Узнав о вызове отца, Пашенька струхнул, убежал в свою комнату, разделся и залез в кровать, изображая больного. Норов прошел к нему; тот лежал под одеялом, глядя на отца расширенными от страха светлыми глазами. Норов был не столько рассержен, сколько расстроен.
– Здравствуй, мой хороший, – сказал он, сохраняя свой обычный тон. Он всегда называл сына «мой хороший», пряча за внешней доброжелательностью неловкость, которую испытывал в его обществе. – Что случилось?
– Да вот, пап, заболел немного, – ответил Пашенька, отводя взгляд.
– Чем?
– Не знаю… голова что-то побаливает.
Норов потрогал его лоб и убедился, что он прохладный, температуры у мальчика не было.
– Вызвать врача?
Пашенька замялся.
– Может, я так отлежусь? – неуверенно произнес он.
– Так не получится, – возразил Норов. – Нельзя прогуливать школу.
– Я не прогуливаю, пап. У меня голова болит.
– Полагаю, тебе лучше встать и отправиться на занятия.
– Да ведь уроки уже закончились!
Норов посмотрел на часы.
– Еще нет одиннадцати. Я подвезу тебя, и на пару уроков ты еще успеешь.
– А что я скажу учительнице?
– Попробуй рассказать ей про больную голову.
– Она мне не поверит!
– Тогда почему в это должен верить я?
Тон Норова становился неласковым, и Пашенька сменил тактику.
– Я к маме хочу! – вдруг захныкал он. – Отправь меня к маме!
– Я не могу сделать этого сейчас посреди учебного года, – возразил Норов. – Давай дождемся лета, когда мама приедет, и обсудим с ней эту возможность.
– Я не хочу ждать лета!
– А вот капризничать не надо, – произнес Норов строго. – Я этого не люблю.
Пашенька перепугался еще больше.
– Почему мама меня бросила? – вновь принялся хныкать он. – Никиту взяла, а меня бросила! Все дети с мамой живут, я один – с бабушкой и дедушкой!

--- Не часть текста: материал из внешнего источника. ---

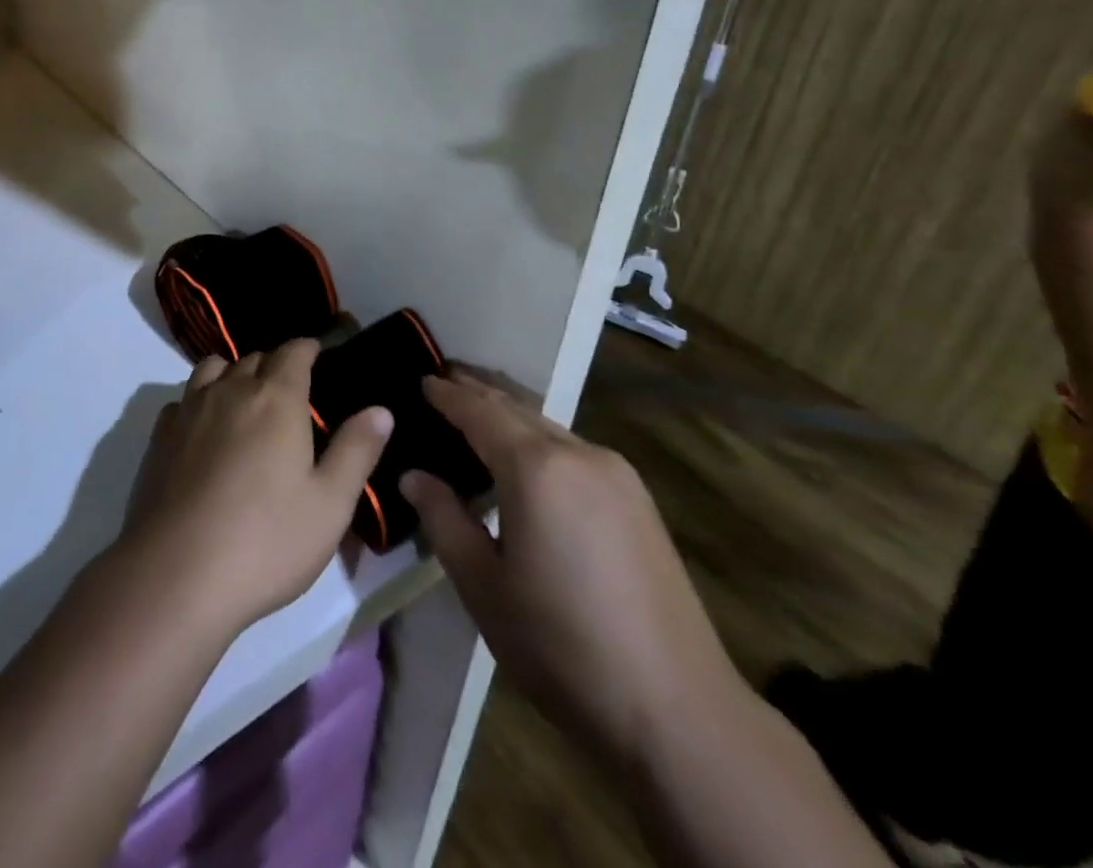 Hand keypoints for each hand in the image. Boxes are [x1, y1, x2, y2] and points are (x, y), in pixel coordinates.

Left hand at [116, 340, 393, 635]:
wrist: (177, 573)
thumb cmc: (266, 540)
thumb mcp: (330, 504)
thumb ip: (356, 450)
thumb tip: (380, 409)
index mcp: (276, 398)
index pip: (293, 352)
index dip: (307, 348)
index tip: (317, 353)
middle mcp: (230, 390)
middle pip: (254, 358)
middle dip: (274, 365)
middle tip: (290, 391)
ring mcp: (189, 410)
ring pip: (213, 369)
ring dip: (232, 374)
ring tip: (245, 401)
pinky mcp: (159, 436)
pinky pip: (183, 399)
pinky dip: (198, 401)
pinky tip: (204, 430)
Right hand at [400, 371, 741, 765]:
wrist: (678, 712)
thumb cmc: (562, 647)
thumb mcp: (483, 586)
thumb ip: (444, 520)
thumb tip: (413, 476)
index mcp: (536, 469)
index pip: (479, 412)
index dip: (447, 395)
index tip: (420, 381)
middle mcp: (578, 454)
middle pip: (516, 408)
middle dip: (477, 392)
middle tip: (443, 381)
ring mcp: (616, 473)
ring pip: (547, 426)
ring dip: (509, 414)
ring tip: (476, 411)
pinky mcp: (637, 498)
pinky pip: (573, 448)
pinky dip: (538, 438)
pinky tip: (526, 455)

Ему, наконец, удалось довести себя до нужного состояния, страх перед отцом ему помог, – он расплакался, как-то через силу. Норов смотрел на него молча, не успокаивая и не ругая, с тяжелым чувством. Ему было неловко за Пашеньку, за его притворные слезы, и в то же время он не мог не испытывать вины перед этим слабым, избалованным мальчиком.
Видя, что разжалобить отца не удается, Пашенька перешел от всхлипываний к подвыванию. Норов молча поднялся и вышел из его комнаты. Бабушка с дедушкой караулили его у входа.
– Ну что? – спросила бабушка с надеждой.
Норов лишь пожал плечами.
– Павел Александрович! – взмолилась бабушка. Родители Ланы теперь обращались к нему по имени-отчеству. – Павел Александрович! Вы должны что-то с ним сделать!
– Например?
– Выпороть!
– Что ты несешь?! – возмутился дедушка. – Как можно бить ребенка?!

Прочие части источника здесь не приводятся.